On any day, which could much be today or yesterday or yet tomorrow, opening ones eyes to the brightness of our sun and earth. Looking out at beauty beyond compare. Wake to another
day brushing with the spirits of yesterday. On this fine day we start with a great heart. An open mind hoping for the best, cringing at the worst. I step beyond the shadows into the light
of tomorrow.

Today is like any other day this world has brought to me. I do my usual 3 s's. So far so good. I did not fall in the shower. I did not cut myself shaving. I did not fall down the steps. I did not choke while eating my morning breakfast. And I did not get hit or hit anyone on the way to work. So far so good.

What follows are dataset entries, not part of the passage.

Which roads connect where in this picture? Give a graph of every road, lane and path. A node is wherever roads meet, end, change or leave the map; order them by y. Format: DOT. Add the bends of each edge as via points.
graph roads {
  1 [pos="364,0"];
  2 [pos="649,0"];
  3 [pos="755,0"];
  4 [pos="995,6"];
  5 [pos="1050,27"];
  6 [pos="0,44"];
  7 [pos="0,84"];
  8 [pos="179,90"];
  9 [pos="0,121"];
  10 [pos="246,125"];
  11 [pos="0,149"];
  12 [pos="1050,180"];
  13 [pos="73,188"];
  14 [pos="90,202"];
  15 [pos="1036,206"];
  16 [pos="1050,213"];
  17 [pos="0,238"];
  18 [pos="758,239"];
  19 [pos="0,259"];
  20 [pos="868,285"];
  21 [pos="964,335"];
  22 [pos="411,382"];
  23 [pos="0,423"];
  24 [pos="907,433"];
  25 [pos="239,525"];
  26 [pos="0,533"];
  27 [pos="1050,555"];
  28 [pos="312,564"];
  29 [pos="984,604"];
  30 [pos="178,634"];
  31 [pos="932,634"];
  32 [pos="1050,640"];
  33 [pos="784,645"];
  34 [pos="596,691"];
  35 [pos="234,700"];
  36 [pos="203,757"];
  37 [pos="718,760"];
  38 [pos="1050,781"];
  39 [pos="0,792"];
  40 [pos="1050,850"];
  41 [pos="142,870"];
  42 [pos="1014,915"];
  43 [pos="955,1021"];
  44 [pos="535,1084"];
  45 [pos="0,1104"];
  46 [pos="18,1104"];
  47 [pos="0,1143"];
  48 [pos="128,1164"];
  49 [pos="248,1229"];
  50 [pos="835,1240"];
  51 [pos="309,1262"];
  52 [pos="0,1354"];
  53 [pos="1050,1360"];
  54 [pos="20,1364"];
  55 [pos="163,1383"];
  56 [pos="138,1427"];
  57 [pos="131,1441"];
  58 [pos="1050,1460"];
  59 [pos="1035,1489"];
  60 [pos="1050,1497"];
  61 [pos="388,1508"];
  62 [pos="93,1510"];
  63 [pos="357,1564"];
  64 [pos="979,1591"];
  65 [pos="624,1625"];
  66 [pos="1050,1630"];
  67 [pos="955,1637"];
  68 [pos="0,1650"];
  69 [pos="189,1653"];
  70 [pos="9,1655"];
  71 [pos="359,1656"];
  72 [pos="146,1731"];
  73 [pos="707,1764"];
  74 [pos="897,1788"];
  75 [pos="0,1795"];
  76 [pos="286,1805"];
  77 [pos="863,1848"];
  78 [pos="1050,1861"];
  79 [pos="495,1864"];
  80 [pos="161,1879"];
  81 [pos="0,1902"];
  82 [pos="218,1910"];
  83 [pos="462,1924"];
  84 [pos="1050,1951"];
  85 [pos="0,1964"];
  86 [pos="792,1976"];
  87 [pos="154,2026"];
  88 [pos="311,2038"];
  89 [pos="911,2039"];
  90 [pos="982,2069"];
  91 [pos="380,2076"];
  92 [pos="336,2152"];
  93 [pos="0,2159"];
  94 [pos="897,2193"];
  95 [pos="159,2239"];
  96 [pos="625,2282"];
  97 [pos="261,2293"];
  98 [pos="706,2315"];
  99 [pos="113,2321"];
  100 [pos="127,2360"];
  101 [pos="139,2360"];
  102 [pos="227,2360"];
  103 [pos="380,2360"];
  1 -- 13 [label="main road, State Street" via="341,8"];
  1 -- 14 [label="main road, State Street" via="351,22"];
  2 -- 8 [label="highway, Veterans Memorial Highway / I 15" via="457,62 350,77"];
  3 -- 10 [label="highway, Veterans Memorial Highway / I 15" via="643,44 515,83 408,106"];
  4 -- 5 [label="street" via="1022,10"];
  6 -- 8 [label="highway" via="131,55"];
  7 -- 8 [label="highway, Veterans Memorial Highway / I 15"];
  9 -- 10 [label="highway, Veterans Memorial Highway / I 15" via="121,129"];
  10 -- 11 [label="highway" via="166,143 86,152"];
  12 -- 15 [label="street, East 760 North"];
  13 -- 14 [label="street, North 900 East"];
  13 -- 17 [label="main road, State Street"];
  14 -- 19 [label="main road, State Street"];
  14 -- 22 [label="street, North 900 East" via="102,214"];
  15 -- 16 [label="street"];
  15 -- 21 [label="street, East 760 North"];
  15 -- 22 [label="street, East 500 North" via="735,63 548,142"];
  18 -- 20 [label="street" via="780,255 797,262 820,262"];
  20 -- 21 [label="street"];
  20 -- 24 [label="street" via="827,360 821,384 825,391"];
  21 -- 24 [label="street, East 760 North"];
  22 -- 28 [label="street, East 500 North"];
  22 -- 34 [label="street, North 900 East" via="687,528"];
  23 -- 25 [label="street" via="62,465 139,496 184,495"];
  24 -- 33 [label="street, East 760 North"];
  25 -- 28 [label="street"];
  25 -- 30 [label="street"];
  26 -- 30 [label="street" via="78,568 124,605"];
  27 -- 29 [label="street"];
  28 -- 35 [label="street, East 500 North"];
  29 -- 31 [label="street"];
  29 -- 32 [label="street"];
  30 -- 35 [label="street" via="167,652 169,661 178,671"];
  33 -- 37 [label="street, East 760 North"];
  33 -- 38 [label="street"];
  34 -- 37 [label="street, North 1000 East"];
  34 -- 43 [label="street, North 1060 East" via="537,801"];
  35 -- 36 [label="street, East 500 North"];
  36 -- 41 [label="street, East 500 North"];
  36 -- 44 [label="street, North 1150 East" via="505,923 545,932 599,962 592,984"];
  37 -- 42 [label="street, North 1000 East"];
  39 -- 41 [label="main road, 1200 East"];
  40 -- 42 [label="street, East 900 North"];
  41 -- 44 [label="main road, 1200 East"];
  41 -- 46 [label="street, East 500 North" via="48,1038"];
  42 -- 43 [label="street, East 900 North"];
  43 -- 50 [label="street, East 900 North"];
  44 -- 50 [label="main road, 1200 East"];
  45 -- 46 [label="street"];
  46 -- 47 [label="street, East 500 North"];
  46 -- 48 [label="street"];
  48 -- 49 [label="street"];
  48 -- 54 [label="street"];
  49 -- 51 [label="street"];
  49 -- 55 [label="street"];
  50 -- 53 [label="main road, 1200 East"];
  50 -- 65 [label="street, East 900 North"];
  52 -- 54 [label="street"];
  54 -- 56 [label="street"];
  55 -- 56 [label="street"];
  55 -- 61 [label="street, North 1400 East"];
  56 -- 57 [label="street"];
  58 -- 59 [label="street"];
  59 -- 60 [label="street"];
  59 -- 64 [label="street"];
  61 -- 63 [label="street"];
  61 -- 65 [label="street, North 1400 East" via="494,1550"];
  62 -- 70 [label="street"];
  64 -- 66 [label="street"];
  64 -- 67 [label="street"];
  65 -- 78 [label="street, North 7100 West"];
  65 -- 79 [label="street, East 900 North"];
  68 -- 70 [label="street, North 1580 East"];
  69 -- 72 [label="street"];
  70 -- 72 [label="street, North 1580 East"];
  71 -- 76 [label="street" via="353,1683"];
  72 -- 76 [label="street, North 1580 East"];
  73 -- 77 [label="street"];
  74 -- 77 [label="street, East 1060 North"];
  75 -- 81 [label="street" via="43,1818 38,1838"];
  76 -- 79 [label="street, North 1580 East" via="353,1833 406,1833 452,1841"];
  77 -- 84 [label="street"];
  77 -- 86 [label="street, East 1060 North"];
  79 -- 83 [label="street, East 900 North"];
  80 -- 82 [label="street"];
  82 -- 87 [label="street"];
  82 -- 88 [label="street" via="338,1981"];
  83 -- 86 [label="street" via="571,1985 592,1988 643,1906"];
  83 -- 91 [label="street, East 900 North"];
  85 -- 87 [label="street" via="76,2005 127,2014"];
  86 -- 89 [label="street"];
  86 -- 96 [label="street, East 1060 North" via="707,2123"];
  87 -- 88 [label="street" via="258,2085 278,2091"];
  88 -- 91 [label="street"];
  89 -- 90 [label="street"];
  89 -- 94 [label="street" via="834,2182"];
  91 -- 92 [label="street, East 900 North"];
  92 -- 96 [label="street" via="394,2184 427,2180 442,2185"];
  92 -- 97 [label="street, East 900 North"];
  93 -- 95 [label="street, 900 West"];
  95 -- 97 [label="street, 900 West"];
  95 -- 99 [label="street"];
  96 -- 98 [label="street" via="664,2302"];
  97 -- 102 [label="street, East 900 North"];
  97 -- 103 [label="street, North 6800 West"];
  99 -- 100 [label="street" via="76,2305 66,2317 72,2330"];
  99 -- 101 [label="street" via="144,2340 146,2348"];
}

The morning at work was as uneventful as any other day. Which both a curse and something to be thankful for. I walk from my desk to drink my drink only to come across a note.
A note not seen by eyes but the soul. I reach for the note only to find it is not there for me to grab. It is beyond the reach of the light. "What is this?" I ask myself. There it flutters like
a feather in a strong wind. Teasing me to come forth. Chasing my heart to the ends of reason. I turn to just walk away, but my legs, my arms, my body will not move. I struggle to fathom
what of this hopeless feeling. My only feeling of comfort is in the fact my eyes can move. I can see my office I am still near the cup on the table. The note still hovers next to my drink.
I am struggling for the sake of struggle, when I feel my feet, then my legs give and I fall to the floor. My eyes wander from left to right. I spot the note come closer then even closer.
It enters my eye and settles in my brain. This is the thing that I was trying so hard to capture. My eyes close and the nothing of blackness. So far so good.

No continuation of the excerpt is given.